(Beginning of EXERCISE INPUTS)
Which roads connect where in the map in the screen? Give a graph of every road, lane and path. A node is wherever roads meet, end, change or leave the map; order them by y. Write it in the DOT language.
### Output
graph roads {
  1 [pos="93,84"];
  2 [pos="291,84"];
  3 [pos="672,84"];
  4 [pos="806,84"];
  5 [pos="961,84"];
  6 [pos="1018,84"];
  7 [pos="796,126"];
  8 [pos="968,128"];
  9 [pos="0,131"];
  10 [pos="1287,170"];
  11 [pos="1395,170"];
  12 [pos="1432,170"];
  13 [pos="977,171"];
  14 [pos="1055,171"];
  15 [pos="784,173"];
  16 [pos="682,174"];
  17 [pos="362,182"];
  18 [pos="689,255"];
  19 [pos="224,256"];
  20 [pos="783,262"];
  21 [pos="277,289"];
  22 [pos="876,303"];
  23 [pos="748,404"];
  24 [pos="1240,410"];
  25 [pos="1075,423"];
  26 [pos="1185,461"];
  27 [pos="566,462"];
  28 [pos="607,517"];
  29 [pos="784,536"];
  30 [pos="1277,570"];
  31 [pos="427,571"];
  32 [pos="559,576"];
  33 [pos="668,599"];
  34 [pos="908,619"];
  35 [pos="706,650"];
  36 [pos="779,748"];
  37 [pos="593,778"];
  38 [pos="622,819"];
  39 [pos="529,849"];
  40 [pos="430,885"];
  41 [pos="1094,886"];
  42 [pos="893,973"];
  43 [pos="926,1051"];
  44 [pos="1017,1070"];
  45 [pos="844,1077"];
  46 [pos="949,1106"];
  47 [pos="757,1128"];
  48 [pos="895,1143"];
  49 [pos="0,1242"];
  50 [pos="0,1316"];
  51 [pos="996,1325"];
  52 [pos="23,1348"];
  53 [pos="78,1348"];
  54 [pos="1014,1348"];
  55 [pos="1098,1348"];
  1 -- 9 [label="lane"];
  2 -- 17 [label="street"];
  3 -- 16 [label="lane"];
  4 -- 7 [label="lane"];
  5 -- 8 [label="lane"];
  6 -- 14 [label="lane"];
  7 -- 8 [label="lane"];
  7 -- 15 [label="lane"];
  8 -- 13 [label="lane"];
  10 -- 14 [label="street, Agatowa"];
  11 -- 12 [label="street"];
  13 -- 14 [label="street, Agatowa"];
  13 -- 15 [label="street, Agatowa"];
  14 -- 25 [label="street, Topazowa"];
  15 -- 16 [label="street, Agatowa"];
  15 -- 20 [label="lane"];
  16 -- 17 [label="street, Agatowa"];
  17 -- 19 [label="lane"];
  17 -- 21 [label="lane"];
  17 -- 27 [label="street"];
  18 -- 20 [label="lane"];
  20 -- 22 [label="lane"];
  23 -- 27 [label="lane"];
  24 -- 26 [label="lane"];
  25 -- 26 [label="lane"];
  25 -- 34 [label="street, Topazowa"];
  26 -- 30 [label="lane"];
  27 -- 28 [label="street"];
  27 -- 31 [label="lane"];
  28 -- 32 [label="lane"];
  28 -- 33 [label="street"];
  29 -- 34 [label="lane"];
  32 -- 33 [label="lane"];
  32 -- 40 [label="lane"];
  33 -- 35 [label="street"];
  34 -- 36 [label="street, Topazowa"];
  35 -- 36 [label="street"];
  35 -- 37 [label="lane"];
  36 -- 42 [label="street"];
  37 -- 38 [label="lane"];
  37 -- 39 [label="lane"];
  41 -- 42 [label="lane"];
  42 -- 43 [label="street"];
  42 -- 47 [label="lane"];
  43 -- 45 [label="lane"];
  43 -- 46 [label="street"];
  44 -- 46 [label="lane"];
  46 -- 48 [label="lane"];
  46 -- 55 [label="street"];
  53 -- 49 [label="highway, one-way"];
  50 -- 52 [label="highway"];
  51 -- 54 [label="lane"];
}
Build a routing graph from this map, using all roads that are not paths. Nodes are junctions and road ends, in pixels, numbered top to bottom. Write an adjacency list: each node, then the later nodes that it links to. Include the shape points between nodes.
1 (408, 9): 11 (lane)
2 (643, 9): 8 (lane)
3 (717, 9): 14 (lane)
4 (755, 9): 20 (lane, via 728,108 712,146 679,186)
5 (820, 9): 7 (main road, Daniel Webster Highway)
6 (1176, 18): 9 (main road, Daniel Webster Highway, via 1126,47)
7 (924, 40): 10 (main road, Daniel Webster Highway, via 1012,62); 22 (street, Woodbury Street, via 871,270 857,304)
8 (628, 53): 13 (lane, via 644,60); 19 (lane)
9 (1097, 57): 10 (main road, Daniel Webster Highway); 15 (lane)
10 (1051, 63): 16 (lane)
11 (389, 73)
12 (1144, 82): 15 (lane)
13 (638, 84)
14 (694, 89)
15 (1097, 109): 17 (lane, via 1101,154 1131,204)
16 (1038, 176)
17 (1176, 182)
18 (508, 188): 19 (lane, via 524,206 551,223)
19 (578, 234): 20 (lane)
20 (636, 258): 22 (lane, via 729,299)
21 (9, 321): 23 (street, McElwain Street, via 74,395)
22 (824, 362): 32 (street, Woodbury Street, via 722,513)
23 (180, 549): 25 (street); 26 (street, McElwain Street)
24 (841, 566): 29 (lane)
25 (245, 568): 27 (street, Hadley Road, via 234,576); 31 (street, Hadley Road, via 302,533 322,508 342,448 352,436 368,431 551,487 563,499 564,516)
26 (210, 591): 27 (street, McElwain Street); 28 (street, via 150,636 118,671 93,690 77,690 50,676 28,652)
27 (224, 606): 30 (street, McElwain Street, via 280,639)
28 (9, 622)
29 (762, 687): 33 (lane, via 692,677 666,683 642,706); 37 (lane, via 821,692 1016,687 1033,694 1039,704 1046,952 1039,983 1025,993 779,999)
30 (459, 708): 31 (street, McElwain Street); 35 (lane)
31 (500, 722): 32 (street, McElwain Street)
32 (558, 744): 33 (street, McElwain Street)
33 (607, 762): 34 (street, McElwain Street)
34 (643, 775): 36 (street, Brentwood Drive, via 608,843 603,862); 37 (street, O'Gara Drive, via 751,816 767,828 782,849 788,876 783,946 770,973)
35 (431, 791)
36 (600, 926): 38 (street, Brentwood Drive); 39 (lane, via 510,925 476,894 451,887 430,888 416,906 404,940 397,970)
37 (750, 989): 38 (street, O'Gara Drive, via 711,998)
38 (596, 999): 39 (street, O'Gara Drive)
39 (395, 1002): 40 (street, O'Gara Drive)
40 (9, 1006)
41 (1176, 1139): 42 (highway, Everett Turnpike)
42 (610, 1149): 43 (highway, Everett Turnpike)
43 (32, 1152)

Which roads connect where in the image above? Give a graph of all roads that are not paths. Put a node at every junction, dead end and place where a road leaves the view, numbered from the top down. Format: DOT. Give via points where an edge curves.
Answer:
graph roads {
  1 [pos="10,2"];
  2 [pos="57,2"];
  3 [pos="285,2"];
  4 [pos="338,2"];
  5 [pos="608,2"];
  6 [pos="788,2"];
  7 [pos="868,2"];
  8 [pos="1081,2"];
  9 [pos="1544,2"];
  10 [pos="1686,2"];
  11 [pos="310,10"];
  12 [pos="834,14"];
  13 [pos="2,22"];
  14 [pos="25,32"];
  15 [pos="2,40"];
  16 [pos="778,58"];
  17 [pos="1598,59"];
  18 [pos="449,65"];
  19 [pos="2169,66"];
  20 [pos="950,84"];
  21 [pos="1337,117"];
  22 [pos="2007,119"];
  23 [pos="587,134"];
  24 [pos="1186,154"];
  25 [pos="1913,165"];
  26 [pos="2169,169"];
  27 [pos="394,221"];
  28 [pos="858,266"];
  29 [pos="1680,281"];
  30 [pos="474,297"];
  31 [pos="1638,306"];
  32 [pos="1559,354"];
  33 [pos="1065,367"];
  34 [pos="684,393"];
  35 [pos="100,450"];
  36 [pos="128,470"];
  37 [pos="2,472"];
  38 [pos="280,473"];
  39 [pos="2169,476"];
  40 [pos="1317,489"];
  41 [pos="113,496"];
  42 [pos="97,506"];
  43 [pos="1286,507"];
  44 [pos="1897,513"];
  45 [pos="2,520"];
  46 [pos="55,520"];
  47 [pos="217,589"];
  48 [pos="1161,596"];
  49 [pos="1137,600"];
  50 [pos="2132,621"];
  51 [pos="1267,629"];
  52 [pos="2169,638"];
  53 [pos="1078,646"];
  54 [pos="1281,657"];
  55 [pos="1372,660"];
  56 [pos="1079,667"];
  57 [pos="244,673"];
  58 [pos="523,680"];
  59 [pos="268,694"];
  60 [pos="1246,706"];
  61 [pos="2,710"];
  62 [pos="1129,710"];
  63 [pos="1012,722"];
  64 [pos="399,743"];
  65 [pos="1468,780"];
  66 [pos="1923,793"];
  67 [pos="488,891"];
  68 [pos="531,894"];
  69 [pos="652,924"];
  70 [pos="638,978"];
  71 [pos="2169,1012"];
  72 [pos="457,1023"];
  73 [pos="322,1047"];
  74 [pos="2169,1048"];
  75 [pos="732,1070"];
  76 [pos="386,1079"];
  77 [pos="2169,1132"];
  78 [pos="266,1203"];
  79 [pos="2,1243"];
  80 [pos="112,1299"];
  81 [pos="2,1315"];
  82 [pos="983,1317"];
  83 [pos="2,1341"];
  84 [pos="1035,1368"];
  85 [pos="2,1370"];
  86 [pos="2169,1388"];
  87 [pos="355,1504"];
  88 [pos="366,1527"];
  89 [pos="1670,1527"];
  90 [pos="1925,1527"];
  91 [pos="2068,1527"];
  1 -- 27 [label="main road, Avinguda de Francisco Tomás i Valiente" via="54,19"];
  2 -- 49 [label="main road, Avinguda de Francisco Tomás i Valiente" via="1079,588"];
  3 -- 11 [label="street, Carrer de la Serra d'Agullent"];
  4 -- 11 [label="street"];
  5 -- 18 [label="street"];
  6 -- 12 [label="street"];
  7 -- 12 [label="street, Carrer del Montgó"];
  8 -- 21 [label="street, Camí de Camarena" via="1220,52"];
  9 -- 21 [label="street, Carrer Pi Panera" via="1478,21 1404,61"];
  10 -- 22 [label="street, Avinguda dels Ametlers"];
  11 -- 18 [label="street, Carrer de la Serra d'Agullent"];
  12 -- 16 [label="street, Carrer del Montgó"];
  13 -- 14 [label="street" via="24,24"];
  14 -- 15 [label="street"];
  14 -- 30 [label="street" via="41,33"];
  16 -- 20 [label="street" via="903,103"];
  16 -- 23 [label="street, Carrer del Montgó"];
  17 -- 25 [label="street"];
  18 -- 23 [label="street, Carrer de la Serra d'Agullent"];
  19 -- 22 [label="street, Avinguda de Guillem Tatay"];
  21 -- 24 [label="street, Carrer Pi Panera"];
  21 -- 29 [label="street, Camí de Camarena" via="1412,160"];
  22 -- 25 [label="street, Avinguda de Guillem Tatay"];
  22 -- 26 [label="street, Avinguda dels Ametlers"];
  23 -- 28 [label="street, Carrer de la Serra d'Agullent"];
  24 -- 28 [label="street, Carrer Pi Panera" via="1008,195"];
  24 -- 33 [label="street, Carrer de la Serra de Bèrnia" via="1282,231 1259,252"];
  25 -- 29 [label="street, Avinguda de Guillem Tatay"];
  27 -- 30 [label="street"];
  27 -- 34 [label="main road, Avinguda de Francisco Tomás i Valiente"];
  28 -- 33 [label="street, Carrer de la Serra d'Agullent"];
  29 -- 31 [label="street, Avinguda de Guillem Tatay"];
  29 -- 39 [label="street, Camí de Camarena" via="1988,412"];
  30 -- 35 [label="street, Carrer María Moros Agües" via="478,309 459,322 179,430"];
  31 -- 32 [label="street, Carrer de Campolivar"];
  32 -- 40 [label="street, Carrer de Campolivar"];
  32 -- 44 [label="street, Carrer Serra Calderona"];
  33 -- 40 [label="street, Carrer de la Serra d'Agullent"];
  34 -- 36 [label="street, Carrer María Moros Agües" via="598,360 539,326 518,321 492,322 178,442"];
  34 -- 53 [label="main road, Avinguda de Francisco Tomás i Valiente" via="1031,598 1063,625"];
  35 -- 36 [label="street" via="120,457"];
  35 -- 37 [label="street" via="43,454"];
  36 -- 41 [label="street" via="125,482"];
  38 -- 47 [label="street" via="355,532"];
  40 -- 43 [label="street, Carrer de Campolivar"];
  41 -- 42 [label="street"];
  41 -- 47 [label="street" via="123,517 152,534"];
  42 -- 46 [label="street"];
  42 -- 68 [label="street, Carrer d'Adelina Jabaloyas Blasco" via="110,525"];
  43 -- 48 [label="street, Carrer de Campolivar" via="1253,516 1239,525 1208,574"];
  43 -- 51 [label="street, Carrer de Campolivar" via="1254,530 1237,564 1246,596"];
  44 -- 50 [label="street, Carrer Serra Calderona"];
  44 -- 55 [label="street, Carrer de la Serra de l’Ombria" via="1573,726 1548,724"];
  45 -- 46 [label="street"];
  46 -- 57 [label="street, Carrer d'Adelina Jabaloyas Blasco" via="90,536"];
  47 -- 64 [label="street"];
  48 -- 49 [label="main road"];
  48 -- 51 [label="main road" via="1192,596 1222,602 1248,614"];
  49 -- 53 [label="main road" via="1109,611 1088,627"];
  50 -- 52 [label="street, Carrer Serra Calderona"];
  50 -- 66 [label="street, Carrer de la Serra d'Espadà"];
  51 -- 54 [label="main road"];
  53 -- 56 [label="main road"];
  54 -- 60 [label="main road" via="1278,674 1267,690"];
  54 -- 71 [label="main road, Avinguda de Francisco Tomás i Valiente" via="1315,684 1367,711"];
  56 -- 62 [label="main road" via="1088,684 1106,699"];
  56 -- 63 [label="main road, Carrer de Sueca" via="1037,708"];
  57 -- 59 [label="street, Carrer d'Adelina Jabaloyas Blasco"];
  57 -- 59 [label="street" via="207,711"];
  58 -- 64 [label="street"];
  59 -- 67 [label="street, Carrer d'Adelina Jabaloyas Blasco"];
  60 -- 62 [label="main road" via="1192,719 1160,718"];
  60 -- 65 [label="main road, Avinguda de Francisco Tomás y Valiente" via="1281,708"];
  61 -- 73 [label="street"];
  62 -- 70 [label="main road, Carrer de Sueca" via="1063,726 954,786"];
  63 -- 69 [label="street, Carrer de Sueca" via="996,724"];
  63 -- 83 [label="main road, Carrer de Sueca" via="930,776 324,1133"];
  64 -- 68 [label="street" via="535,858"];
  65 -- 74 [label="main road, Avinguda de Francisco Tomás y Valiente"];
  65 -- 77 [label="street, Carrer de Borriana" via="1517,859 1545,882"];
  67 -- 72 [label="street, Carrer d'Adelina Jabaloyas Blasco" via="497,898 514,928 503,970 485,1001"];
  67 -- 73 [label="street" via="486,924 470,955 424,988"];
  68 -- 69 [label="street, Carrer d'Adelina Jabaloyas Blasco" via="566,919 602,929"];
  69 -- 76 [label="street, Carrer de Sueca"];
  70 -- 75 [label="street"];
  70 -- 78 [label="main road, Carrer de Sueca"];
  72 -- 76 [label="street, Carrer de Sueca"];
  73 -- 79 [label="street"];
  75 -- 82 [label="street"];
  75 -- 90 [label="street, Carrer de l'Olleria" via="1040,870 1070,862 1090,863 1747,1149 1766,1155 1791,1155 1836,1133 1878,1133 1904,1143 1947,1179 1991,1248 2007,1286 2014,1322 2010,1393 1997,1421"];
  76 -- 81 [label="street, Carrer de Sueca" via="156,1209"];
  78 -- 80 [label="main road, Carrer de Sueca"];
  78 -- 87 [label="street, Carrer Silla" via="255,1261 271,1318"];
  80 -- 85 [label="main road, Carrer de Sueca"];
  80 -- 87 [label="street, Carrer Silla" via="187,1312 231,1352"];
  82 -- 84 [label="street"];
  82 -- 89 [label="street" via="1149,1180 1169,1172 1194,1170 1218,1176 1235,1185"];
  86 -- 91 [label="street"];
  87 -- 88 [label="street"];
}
(End of EXERCISE INPUTS)
**TASK BRIEF**
Show every line of the data in which the word "Everett" appears.

**REPLY**
41 (1176, 1139): 42 (highway, Everett Turnpike)
42 (610, 1149): 43 (highway, Everett Turnpike)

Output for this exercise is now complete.